Rabbits are incredibly adorable, which is an attribute that no one can refute. However, not a lot of people are able to identify which part of the family they belong to. Due to a slight resemblance, there is a prevailing confusion amongst most people that rabbits could possibly be a part of the rodent family.
The short and quick answer to this question is that no, rabbits are not rodents. The prevailing assumption that rabbits are rodents is nothing but a misconception that most don't tend to question. So, if rabbits aren't a part of the rodent family, then which animal family are they a part of? Rabbits are known to be a part of the Leporidae family, particularly known as lagomorphs. So, what led to this misconception? Well, part of the blame can be put on history itself.

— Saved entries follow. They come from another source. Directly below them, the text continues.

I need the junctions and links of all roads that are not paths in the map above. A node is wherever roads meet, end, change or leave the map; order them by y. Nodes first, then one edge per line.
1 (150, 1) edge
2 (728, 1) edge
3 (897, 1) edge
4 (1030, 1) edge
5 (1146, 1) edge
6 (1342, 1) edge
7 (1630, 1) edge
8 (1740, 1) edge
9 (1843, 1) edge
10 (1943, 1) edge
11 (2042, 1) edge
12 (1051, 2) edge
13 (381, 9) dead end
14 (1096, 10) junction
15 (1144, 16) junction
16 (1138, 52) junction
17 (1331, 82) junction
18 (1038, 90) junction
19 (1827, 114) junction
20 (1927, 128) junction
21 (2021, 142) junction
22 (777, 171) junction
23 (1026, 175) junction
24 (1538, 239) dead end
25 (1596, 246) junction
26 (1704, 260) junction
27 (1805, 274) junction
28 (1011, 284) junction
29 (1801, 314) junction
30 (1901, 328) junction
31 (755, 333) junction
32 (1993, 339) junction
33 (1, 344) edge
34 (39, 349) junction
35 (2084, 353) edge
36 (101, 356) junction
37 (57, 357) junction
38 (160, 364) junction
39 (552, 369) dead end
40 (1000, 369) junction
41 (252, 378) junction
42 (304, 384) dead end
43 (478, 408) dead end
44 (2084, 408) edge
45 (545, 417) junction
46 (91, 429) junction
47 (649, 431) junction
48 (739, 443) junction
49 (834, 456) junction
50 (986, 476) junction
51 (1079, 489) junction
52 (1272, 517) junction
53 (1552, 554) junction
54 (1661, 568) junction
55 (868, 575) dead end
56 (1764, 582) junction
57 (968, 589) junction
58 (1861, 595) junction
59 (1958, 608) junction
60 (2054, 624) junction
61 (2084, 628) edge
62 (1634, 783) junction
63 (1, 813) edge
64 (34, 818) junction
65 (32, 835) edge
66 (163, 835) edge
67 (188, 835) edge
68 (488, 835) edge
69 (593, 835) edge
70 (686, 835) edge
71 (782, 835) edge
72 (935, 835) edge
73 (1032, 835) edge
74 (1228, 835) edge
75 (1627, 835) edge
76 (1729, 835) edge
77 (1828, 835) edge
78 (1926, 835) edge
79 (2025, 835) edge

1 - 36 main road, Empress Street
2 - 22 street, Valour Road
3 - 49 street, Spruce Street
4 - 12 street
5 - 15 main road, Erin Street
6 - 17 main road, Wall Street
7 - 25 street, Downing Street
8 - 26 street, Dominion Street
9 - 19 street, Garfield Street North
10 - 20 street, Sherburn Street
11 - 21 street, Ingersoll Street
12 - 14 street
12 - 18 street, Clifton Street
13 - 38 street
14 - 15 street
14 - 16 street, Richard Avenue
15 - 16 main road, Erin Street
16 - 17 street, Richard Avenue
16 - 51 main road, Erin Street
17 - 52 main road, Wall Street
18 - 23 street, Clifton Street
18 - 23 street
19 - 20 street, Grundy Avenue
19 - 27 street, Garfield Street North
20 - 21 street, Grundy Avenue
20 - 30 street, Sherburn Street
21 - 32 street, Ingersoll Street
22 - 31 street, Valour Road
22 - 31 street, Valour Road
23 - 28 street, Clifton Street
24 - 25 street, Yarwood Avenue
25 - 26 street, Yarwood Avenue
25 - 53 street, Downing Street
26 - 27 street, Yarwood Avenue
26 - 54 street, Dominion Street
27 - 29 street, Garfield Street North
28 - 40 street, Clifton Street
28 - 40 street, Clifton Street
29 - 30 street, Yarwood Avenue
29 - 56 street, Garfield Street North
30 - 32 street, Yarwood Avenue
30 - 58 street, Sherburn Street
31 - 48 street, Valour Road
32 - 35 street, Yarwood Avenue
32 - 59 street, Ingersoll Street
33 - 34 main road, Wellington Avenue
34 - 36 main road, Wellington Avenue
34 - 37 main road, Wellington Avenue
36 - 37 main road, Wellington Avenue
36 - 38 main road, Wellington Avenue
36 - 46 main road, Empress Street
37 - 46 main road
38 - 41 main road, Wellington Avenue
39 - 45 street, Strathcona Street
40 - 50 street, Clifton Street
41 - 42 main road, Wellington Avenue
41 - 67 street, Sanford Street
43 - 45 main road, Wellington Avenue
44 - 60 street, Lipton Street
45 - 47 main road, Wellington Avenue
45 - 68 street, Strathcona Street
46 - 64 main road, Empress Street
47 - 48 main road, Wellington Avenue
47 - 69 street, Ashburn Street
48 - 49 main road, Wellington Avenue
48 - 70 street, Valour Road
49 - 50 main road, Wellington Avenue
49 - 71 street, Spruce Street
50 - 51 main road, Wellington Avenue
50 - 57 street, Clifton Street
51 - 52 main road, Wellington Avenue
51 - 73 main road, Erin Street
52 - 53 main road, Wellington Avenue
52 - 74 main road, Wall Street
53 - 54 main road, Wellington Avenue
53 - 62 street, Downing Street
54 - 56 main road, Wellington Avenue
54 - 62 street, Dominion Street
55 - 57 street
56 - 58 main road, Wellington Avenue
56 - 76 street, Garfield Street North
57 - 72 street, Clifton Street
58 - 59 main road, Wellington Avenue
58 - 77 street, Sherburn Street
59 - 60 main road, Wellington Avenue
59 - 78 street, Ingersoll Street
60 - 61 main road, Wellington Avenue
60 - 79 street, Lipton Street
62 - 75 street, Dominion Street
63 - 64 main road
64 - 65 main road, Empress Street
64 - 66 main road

Until the 20th century, lagomorphs, which also include rabbits, were classified as Rodentia, better known as rodents. However, as we get deeper and deeper into the features between rodents and lagomorphs, you will start understanding how exactly rabbits are not rodents. Here are all of the differences between rabbits and rodents.
Their Digestive Systems
Rabbits, as well as rodents, eat a lot of the same food, which includes plant matter. However, the difference in their dietary habits comes in when taking into account the fact that rabbits are herbivores. Whereas rodents, apart from plants, are able to eat other items as well, which include nuts, seeds, grains, roots, and more.
This means that the digestive system of rabbits is quite different from the digestive system of rodents. Rabbits are known to break their food down just like hooved mammals do. This is because, within their guts, is the cecum, which directly translates to the blind pouch.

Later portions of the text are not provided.